“Did it hurt?” she asked him.
“Yes, it hurt,” he said.
“Who did that to you?”
“An old girlfriend.”
“You must have been nasty to her.”
“Why do you assume it was my fault?” he asked gently. “Even if it was—who goes after her lover with a paring knife? She was completely unbalanced. She did teach me how to cook.”
“Maybe you were such a slow learner she got frustrated.”
“I wasn’t a slow learner.”
“No?” she teased. Her eyes were much darker in the evening light.
“I’m a quick study,” he informed her. “I’m an excellent cook, but you’ll never know, because you don’t eat anything.”
“I eat lots of things,” she said.
“Judging from the peach, I’d say you eat a few things very well.”
“You were watching me?”
“Yes.”
“Why were you?”
His thumb stroked the inside of her wrist. “Because I wanted to.”
“That’s the only reason?”
“And because I never see you,” he added.
“You can see me whenever you like,” she told him. “You stay away.”
“Did you wish I would come home?”
She didn’t answer.
“Did you ever look around the house? Did you go upstairs?”

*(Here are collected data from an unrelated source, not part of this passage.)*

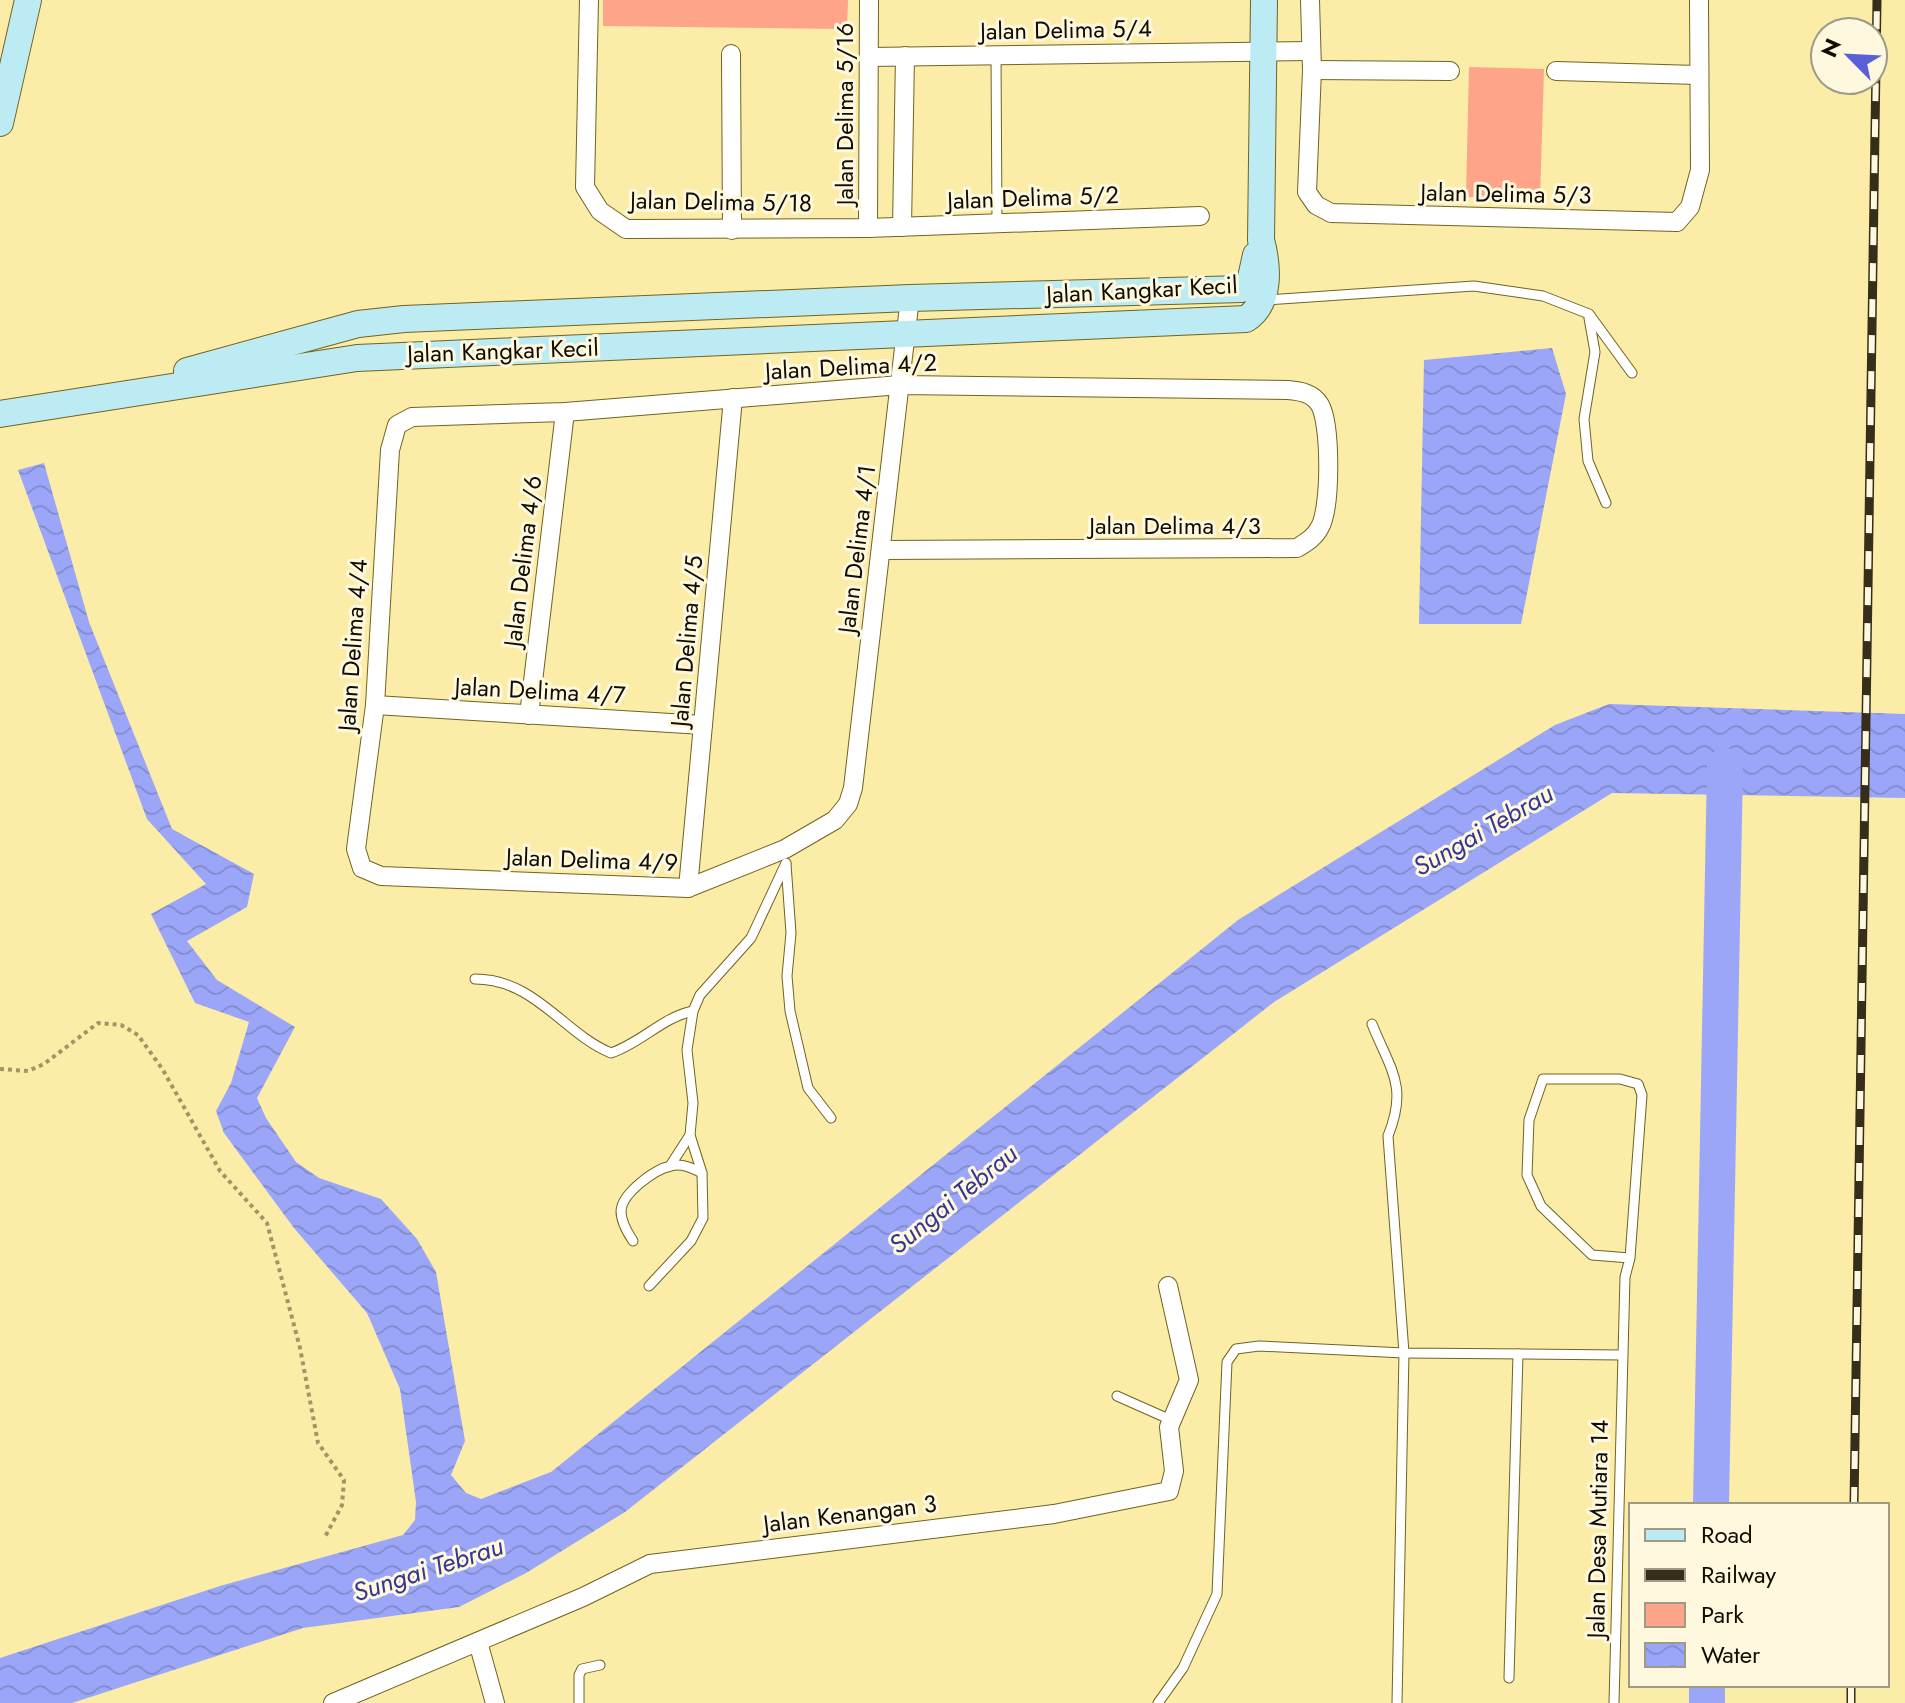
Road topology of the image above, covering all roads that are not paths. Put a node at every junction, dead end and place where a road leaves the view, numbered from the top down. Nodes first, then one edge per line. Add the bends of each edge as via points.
1 (28, 0) edge
2 (589, 0) edge
3 (869, 0) edge
4 (1264, 0) edge
5 (1310, 0) edge
6 (1699, 0) edge
7 (1263, 52) junction
8 (731, 54) dead end
9 (996, 55) junction
10 (905, 56) junction
11 (869, 57) junction
12 (1311, 60) junction
13 (1450, 71) dead end
14 (1556, 71) dead end
15 (1698, 75) junction
16 (0, 123) edge
17 (1200, 216) dead end
18 (997, 223) junction
19 (902, 227) junction
20 (868, 228) junction
21 (732, 230) junction
22 (1261, 240) junction
23 (910, 298) junction
24 (1263, 300) junction
25 (1589, 314) junction
26 (905, 334) junction
27 (1632, 373) dead end
28 (900, 385) junction
29 (131, 392) junction
30 (1310, 395) joint
31 (733, 398) junction
32 (565, 412) junction
33 (0, 414) edge
34 (397, 425) joint
35 (1606, 503) dead end
36 (882, 550) junction
37 (375, 705) junction
38 (529, 715) junction
39 (703, 725) junction
40 (848, 804) joint
41 (786, 856) junction
42 (362, 868) joint
43 (688, 888) junction
44 (475, 979) dead end
45 (693, 1011) junction
46 (1372, 1024) dead end
47 (831, 1118) dead end
48 (690, 1135) junction
49 (670, 1166) junction
50 (702, 1173) junction
51 (633, 1241) dead end
52 (1630, 1258) junction
53 (649, 1286) dead end
54 (1168, 1286) dead end
55 (1404, 1353) junction
56 (1518, 1354) junction
57 (1622, 1355) junction
58 (1117, 1396) dead end
59 (1171, 1420) junction
60 (478, 1642) junction
61 (600, 1665) dead end
62 (1509, 1678) dead end
63 (333, 1703) edge
64 (495, 1703) edge
65 (579, 1703) edge
66 (1158, 1703) edge
67 (1397, 1703) edge
68 (1614, 1703) edge

1 - 16 street
2 - 21 street, Jalan Delima 5/18 via 585,187 600,211 626,229
3 - 11 street, Jalan Delima 5/16
4 - 7 street
5 - 12 street, Jalan Delima 5/3
6 - 15 street, Jalan Delima 5/3
7 - 9 street, Jalan Delima 5/4
7 - 12 street, Jalan Delima 5/4
7 - 22 street
8 - 21 street
9 - 10 street, Jalan Delima 5/4
9 - 18 lane
10 - 11 street, Jalan Delima 5/4
10 - 19 street
11 - 20 street, Jalan Delima 5/16
12 - 13 street, Jalan Delima 5/4
12 - 15 street, Jalan Delima 5/3 via 1307,192 1331,213 1677,222 1690,207 1700,170
14 - 15 street
17 - 18 street, Jalan Delima 5/2
18 - 19 street, Jalan Delima 5/2
19 - 20 street, Jalan Delima 5/2
20 - 21 street, Jalan Delima 5/18
22 - 23 street, Jalan Kangkar Kecil via 1250,282 1242,289
22 - 24 street, Jalan Kangkar Kecil via 1266,257
23 - 26 street, Jalan Delima 4/1
23 - 29 street, Jalan Kangkar Kecil via 358,324 139,385
24 - 25 lane via 1474,286 1543,296
24 - 26 street, Jalan Kangkar Kecil via 1256,312 1238,322
25 - 27 lane
25 - 35 lane via 1595,352 1584,419 1588,461
26 - 28 street, Jalan Delima 4/1
26 - 29 street, Jalan Kangkar Kecil via 357,358
28 - 30 street, Jalan Delima 4/2 via 1288,390
28 - 31 street, Jalan Delima 4/2
28 - 36 street, Jalan Delima 4/1
29 - 33 street, Jalan Kangkar Kecil
30 - 36 street, Jalan Delima 4/3 via 1321,407 1325,431 1324,518 1311,540 1297,548
31 - 32 street, Jalan Delima 4/2
31 - 39 street, Jalan Delima 4/5
32 - 34 street, Jalan Delima 4/2 via 412,417
32 - 38 street, Jalan Delima 4/6
34 - 37 street, Jalan Delima 4/4 via 390,450
36 - 40 street, Jalan Delima 4/1
37 - 38 street, Jalan Delima 4/7
37 - 42 street, Jalan Delima 4/4 via 356,849
38 - 39 street, Jalan Delima 4/7
39 - 43 street, Jalan Delima 4/5
40 - 41 street, Jalan Delima 4/9
41 - 43 street, Jalan Delima 4/9
41 - 45 lane via 751,938 700,995
41 - 47 lane via 790,1011 808,1088
42 - 43 street, Jalan Delima 4/9 via 381,876
44 - 45 lane via 494,979 541,1001 611,1053 643,1039 675,1015
45 - 48 lane via 687,1050 693,1103
46 - 55 lane via 1399,1090 1399,1108 1388,1136
48 - 49 lane
48 - 50 lane
49 - 50 lane
49 - 51 lane via 625,1198 624,1228
50 - 53 lane via 703,1218 691,1241
52 - 52 lane, Jalan Desa Mutiara 14 via 1592,1255 1541,1206 1527,1175 1529,1120 1543,1079 1620,1079 1638,1084 1642,1095
52 - 57 lane, Jalan Desa Mutiara 14
54 - 59 street via 1189,1380
55 - 56 lane
55 - 66 lane via 1236,1349 1227,1362 1217,1594 1183,1668
55 - 67 lane
56 - 57 lane
56 - 62 lane
57 - 68 lane, Jalan Desa Mutiara 14
58 - 59 lane
59 - 60 street, Jalan Kenangan 3 via 1174,1484 1163,1493 1054,1514 650,1564
60 - 63 street
60 - 64 street
61 - 65 lane via 582,1669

“No,” she said, although she had thought about it. Concepcion’s presence had prevented her. “I would never wander through your house without an invitation.”
“Come.” He took her hand.
She remembered climbing the stairs at the Tree House for the first time. “I think I am a little drunk.”
“We’ll go slow,” he promised as he led her up the stairs. “These are my nautical charts and surveyors’ plans.” He turned on the lights in the stairwell, and she saw the antique charts, the hand-drawn schemes of San Francisco Bay. “You can see I have plenty of maps. This is original stained glass here on the landing. You can’t tell at night, but I had it cleaned and restored. This place was a mess when I bought it. We copied these stair treads and spindles. This is my office.” He showed her a spacious room with a great desk in the center, and a computer and a photocopier. “These are guest rooms.” He opened one door after another.
“How many do you have?”
“Three. This is my room.” He switched on the lights, and when she blinked in the sudden glare, he turned them down again. His room was huge, with great windows above the bed, stacks of books on the smooth floor, a low music stand and chair, a cello in an open case.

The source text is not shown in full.